However, my version 3 (x ^ aes(k, x)) is like schema 3 (Matyas-Meyer-
Oseas) from the paper, right? According the the table it's secure and
it's faster then version 2.

According to what's written in paragraph "permutation attack" on page
3, x ^ encrypt(k, x) is a one-way function; no reason for this is
given.

From: Francois Grieu on 15 Jun 2010 02:54

On 14/06/2010 19:32, Tom St Denis wrote:
> On Jun 14, 1:24 pm, Paul Rubin wrote:
>> Maaartin <grajcar1(a)seznam.cz> writes:
>>> I wonder if there's a more efficient way to compute a hash when I
>>> know, that all messages are of given length, say 16 bytes.

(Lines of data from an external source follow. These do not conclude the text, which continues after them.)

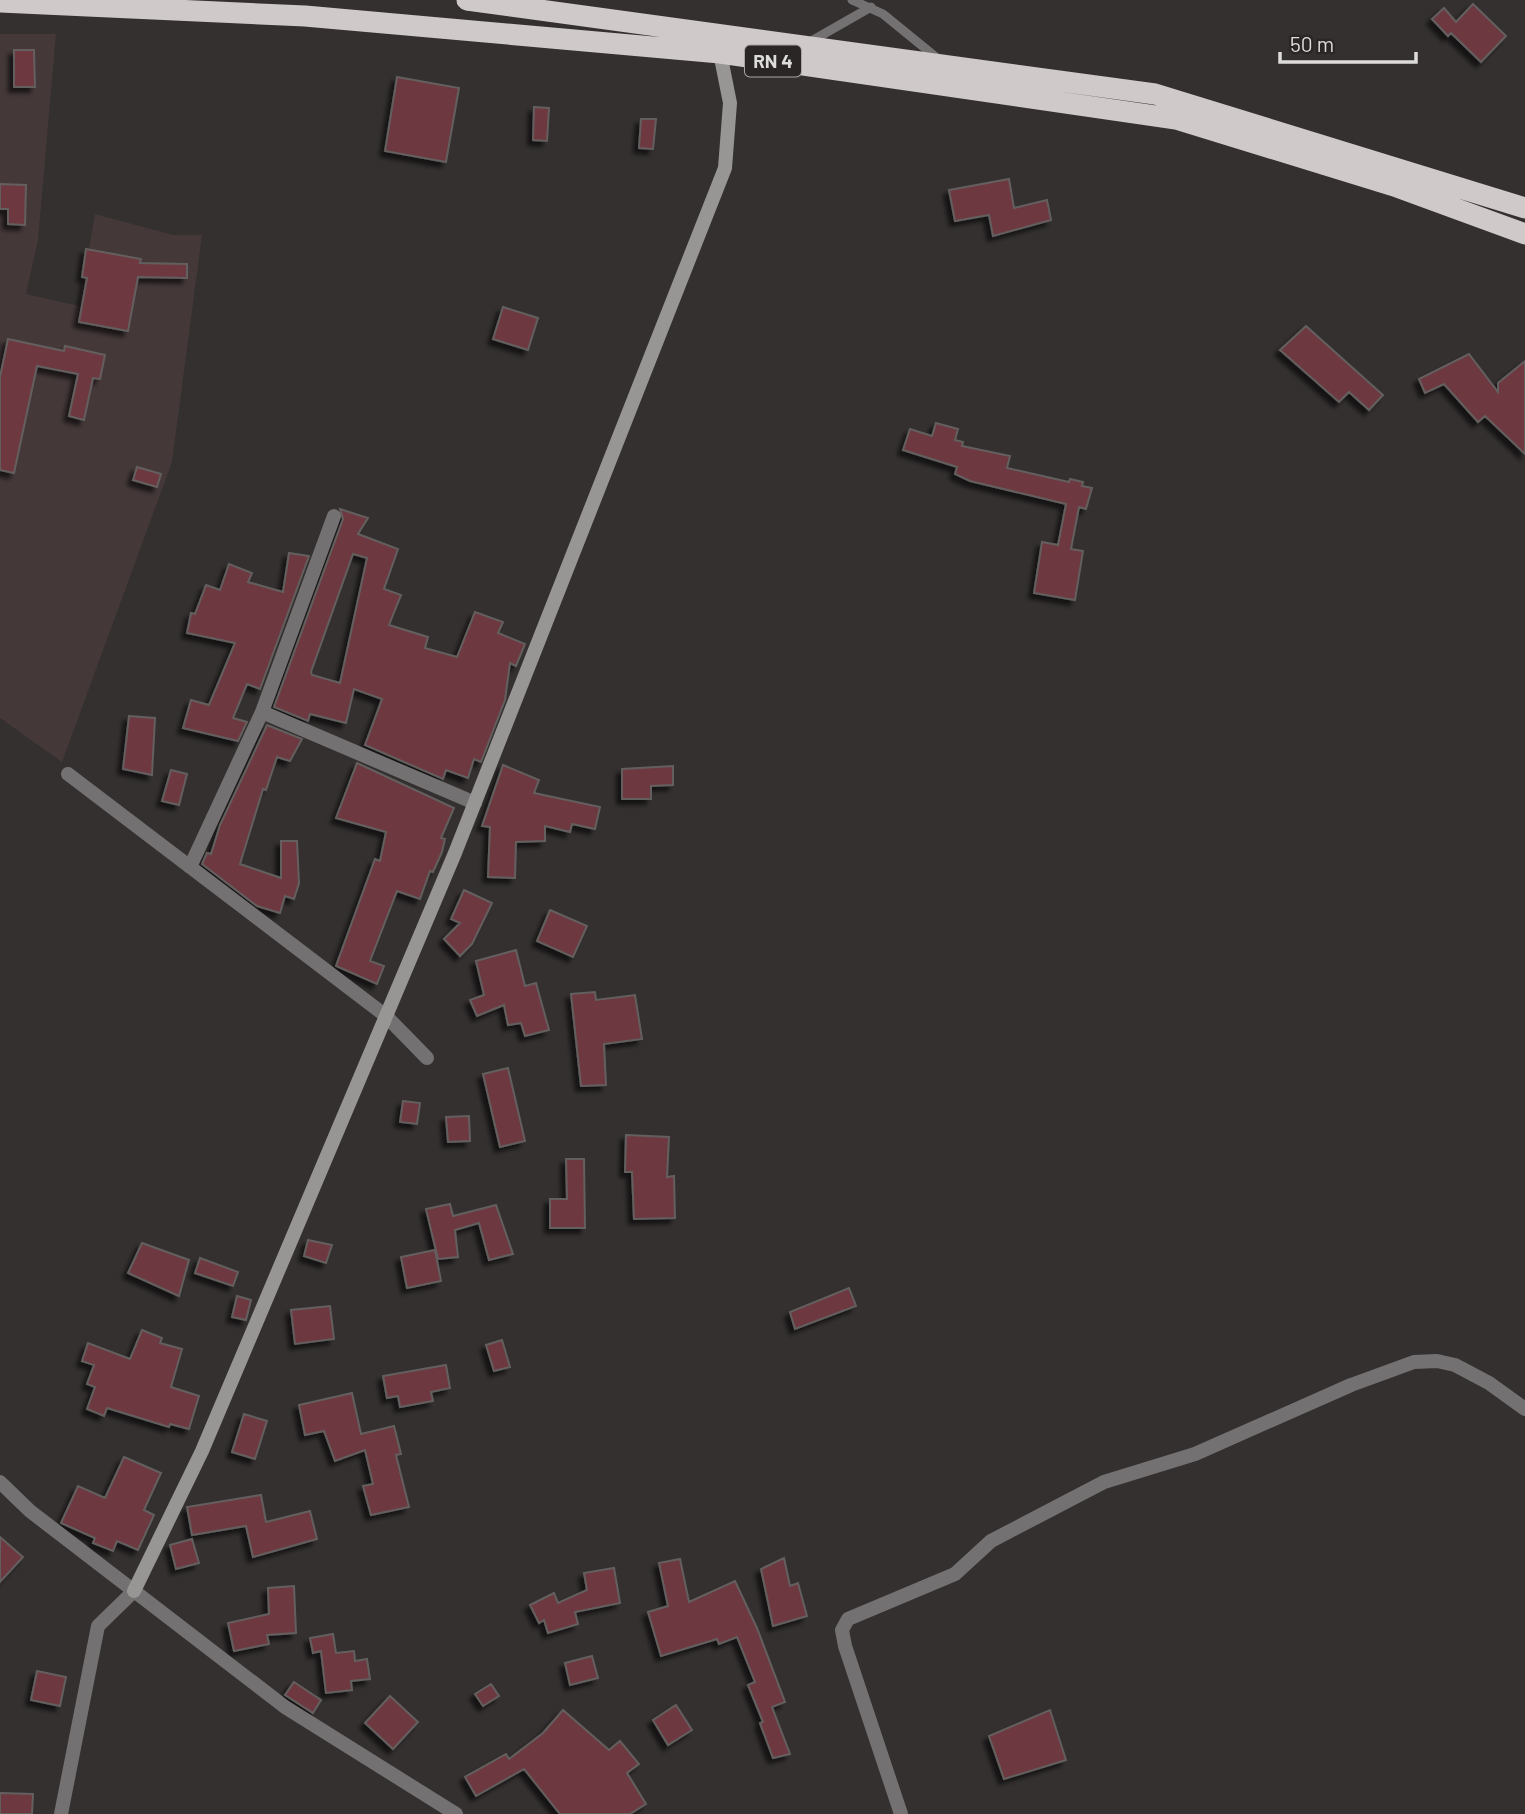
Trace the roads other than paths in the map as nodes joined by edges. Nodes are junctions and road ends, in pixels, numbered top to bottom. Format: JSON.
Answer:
{"nodes":[{"id":1,"x":467,"y":0,"type":"edge"},
{"id":2,"x":852,"y":0,"type":"edge"},
{"id":3,"x":0,"y":2,"type":"edge"},
{"id":4,"x":871,"y":8,"type":"junction"},
{"id":5,"x":806,"y":44,"type":"junction"},
{"id":6,"x":720,"y":53,"type":"junction"},
{"id":7,"x":943,"y":64,"type":"junction"},
{"id":8,"x":1525,"y":208,"type":"edge"},
{"id":9,"x":1525,"y":234,"type":"edge"},
{"id":10,"x":334,"y":516,"type":"dead end"},
{"id":11,"x":262,"y":712,"type":"junction"},
{"id":12,"x":68,"y":774,"type":"dead end"},
{"id":13,"x":475,"y":803,"type":"junction"},
{"id":14,"x":191,"y":867,"type":"junction"},
{"id":15,"x":386,"y":1016,"type":"junction"},
{"id":16,"x":427,"y":1058,"type":"dead end"},
{"id":17,"x":1525,"y":1409,"type":"edge"},
{"id":18,"x":0,"y":1482,"type":"edge"},
{"id":19,"x":134,"y":1591,"type":"junction"},
{"id":20,"x":61,"y":1814,"type":"edge"},
{"id":21,"x":456,"y":1814,"type":"edge"},
{"id":22,"x":901,"y":1814,"type":"edge"}],
"edges":[{"from":1,"to":5,"type":"highway","number":"RN 4"},
{"from":2,"to":4,"type":"lane"},
{"from":3,"to":6,"type":"highway","number":"RN 4"},
{"from":4,"to":5,"type":"lane"},
{"from":4,"to":7,"type":"lane"},
{"from":5,"to":7,"type":"highway","number":"RN 4"},
{"from":6,"to":9,"type":"highway","number":"RN 4"},
{"from":6,"to":13,"type":"street"},
{"from":7,"to":8,"type":"highway","number":"RN 4"},
{"from":10,"to":11,"type":"street"},
{"from":11,"to":13,"type":"street"},
{"from":11,"to":14,"type":"street"},
{"from":12,"to":14,"type":"street"},
{"from":13,"to":15,"type":"street"},
{"from":14,"to":15,"type":"street"},
{"from":15,"to":16,"type":"street"},
{"from":15,"to":19,"type":"street"},
{"from":17,"to":22,"type":"street"},
{"from":18,"to":19,"type":"street"},
{"from":19,"to":20,"type":"street"},
{"from":19,"to":21,"type":"street"}]}
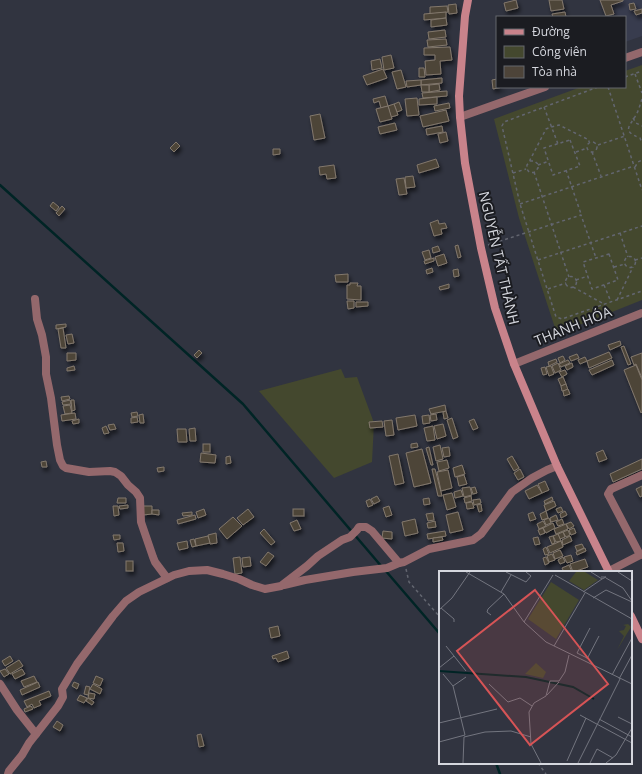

I need
>>> only
>>> (first) preimage resistance, nothing more. I'd like somebody to
>>> comment on the following possibilities:
(..)
>>> 2. Compute x ^ aes(x, x). I don't know if this is faster then
>>> computing md5(x) and have no idea how secure it is.
>>
>> If AES is an ideal cipher, this should be ok. Assuming only that
>> AES is a PRP, though I don't see a way to turn a break against it
>> into a break against AES.
>
> There was a eurocrypt paper that surveyed 64 permutations of turning
> a cipher into a hash. Of all of them but 16 are trivially weak, of
> those I think only a few are ideally strong [assuming a good PRP]. I
> totally forget the year or authors or title ... but it's in the 90s
> somewhere iirc.
>
> AFAIK S = x xor cipher_x(x) is not one of the secure hash functions.

then

> Found it:
<http://www.cosic.esat.kuleuven.be/publications/article-48.ps>

"Hash functions based on block ciphers: a synthetic approach"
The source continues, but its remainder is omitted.